Two affected phenotypes in sisters of women with PCOS. Approximately 40% of the sisters of women with PCOS have hyperandrogenemia with similar T elevations (middle graph). About half of these affected women fulfill NICHD criteria for PCOS; the remaining hyperandrogenemic (HA) sisters have regular menses and normal fertility, suggesting that their menstrual cycles are ovulatory. Sisters with the PCOS phenotype are heavier (left graph) and more insulin resistant [significantly increased homeostasis model assessment of insulin resistance (HOMA IR), right graph] than sisters with the HA phenotype and sisters with normal androgen levels and regular menses (unaffected, UA). Black bars, PCOS; gray bars, HA; hatched bars, UA; open bars, reproductively normal control women. One-way ANOVA was applied, *, P < 0.05 vs. HA and UA; **, P < 0.05 vs. PCOS and HA; ***, P < 0.05 vs. PCOS, HA, and UA; †, P < 0.05 vs. UA and control; ††, P < 0.05 vs. control. [Adapted from R. S. Legro et al.: Insulin resistance in the sisters of women with polycystic ovary syndrome: association with hyperandrogenemia rather than menstrual irregularity.
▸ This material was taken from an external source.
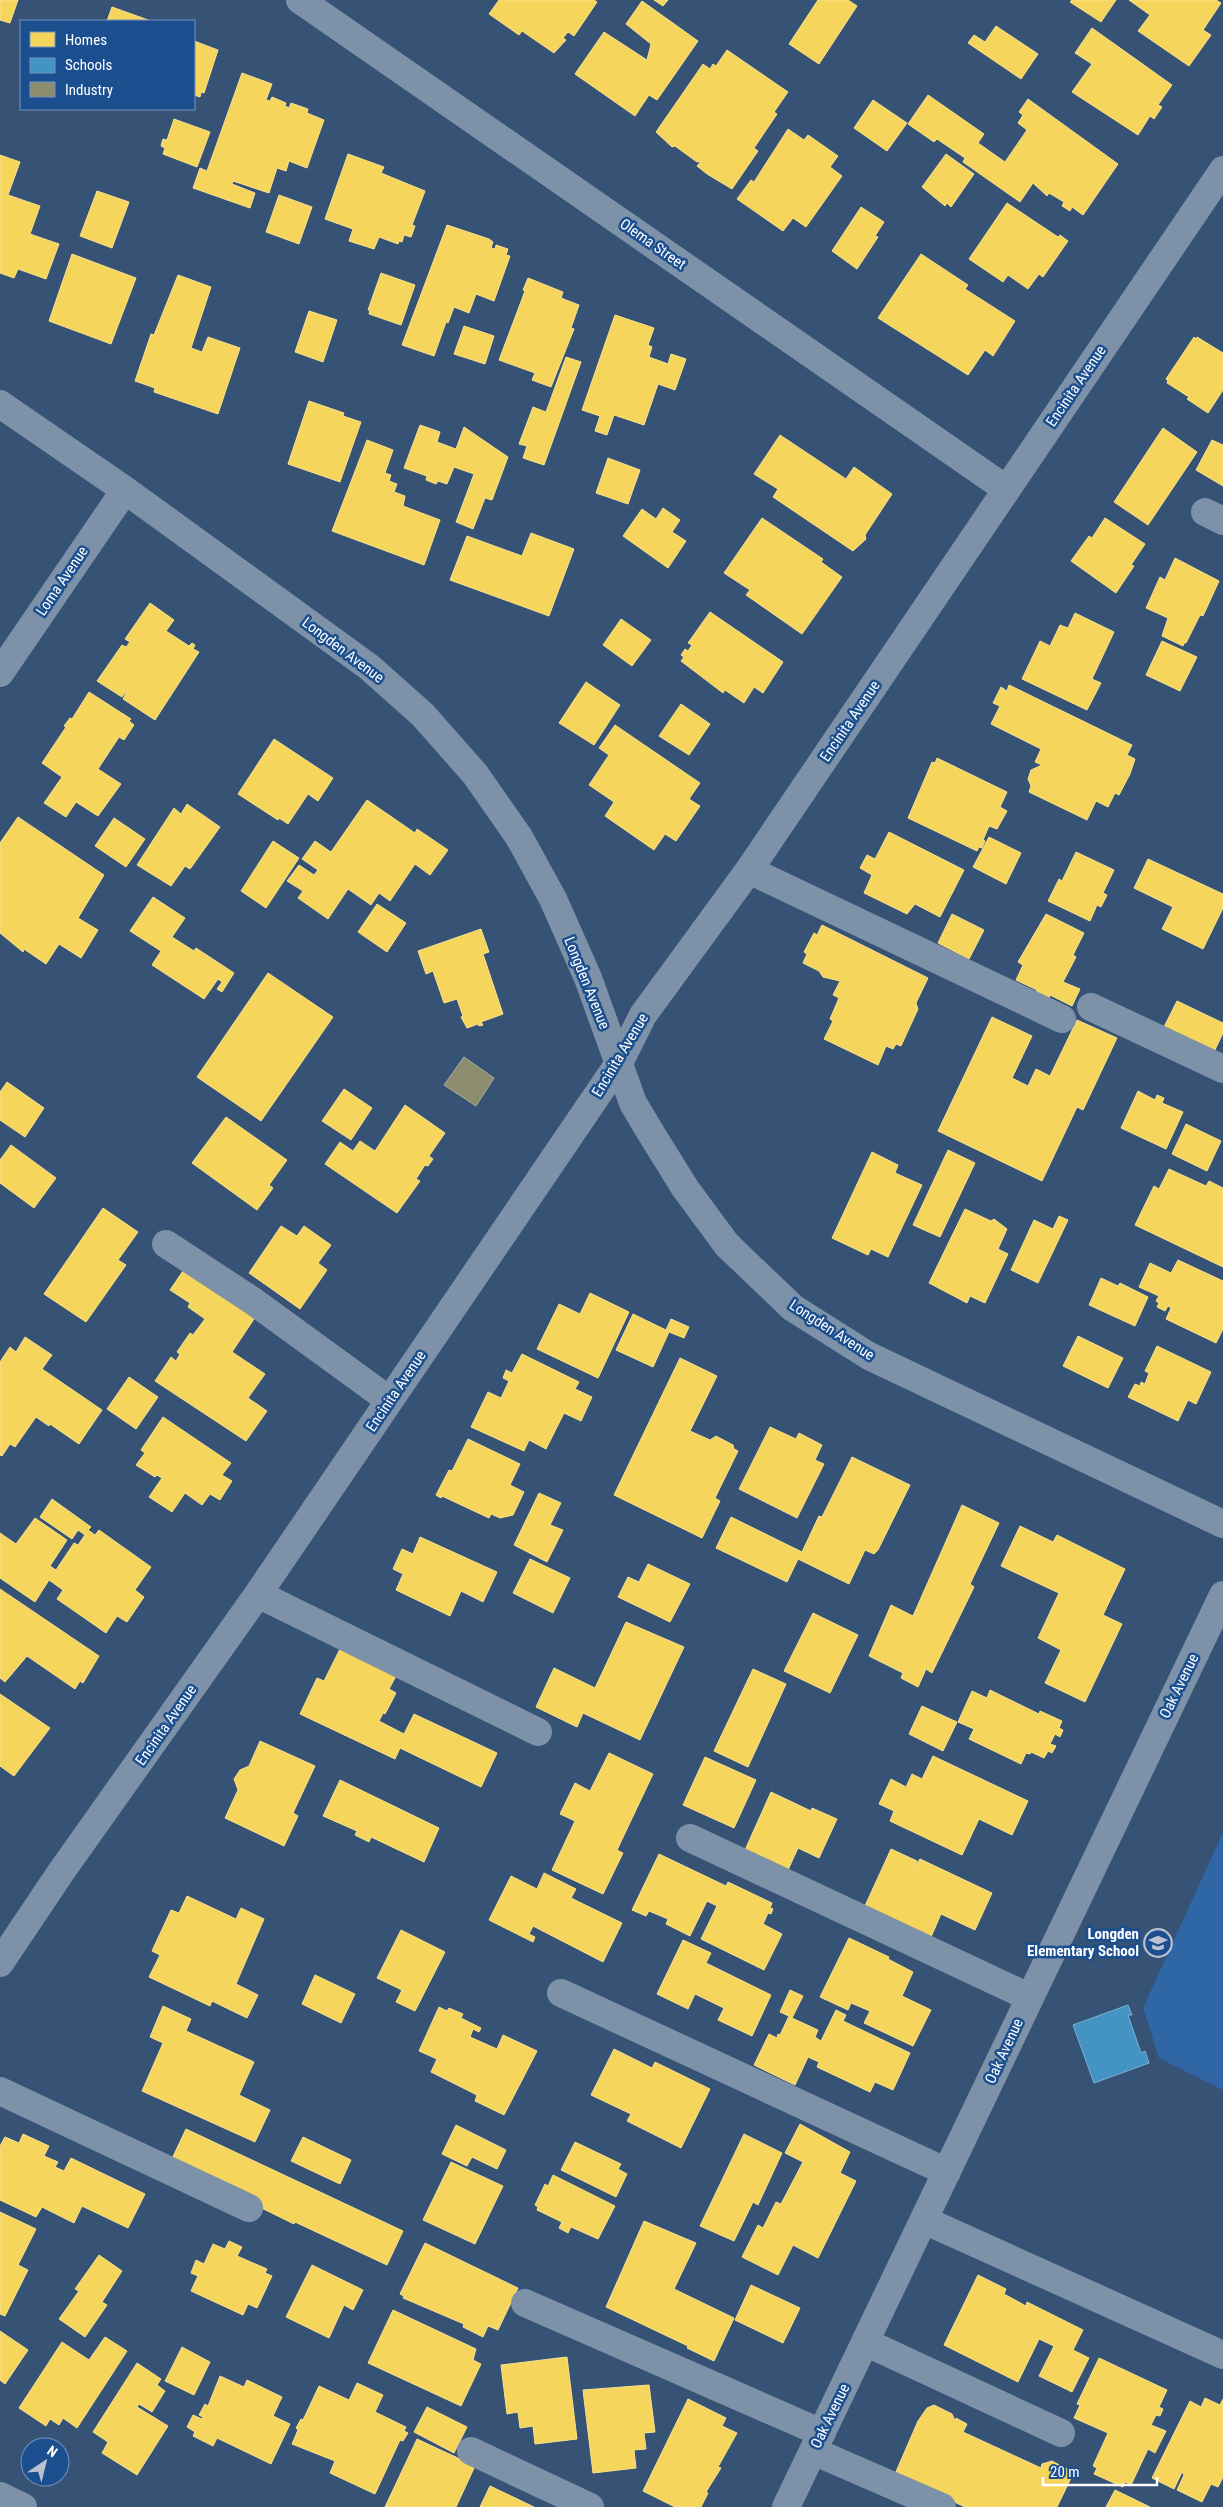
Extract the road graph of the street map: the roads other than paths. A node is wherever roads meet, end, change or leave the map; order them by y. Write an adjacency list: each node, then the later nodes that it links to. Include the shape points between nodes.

J Clin Endocrinol Metab 87:2128–2133, 2002 (443), with permission. © The Endocrine Society.]
Figure 14.
Figure 14.
Determinants of PCOS phenotypes. The affected sisters of women with PCOS have either highly irregular menstrual cycles characteristic of chronic anovulation or regular cycles consistent with ovulation. Circulating T levels are similar in both affected phenotypes, PCOS and hyperandrogenemia. Both affected groups also have PCO. Possible factors that determine the ovulatory status of affected sisters are obesity, insulin resistance, additional modifier genes, and environmental factors such as lifestyle or diet. This figure is used with the permission of Andrea Dunaif.
Figure 15.
Figure 15.
TGFβ signaling family. The TGFβ signaling family regulates cell proliferation and differentiation in diverse biological processes including reproduction, cancer progression, extracellular matrix formation, inflammation, metabolism, and development of bone, skeletal muscle, and fat. The family consists of extracellular antagonists that bind TGFβ ligands and modulate their biological availability. The receptors in this family are serine/threonine kinases. Ligands bind to type II receptors, which then recruit and phosphorylate the type I receptor, initiating signaling through phosphorylation of intracellular Smads. Fibrillins and follistatin are extracellular antagonists of ligands in the TGFβ signaling family. A variant within an intron in the fibrillin-3 gene has been linked and associated with PCOS. The follistatin gene has been linked with PCOS in an affected sib pair study. The fibrillin-3 variant is also associated with a metabolic phenotype in women with PCOS and their brothers. These observations suggest that genes in the TGFβ signaling family are candidate genes for PCOS.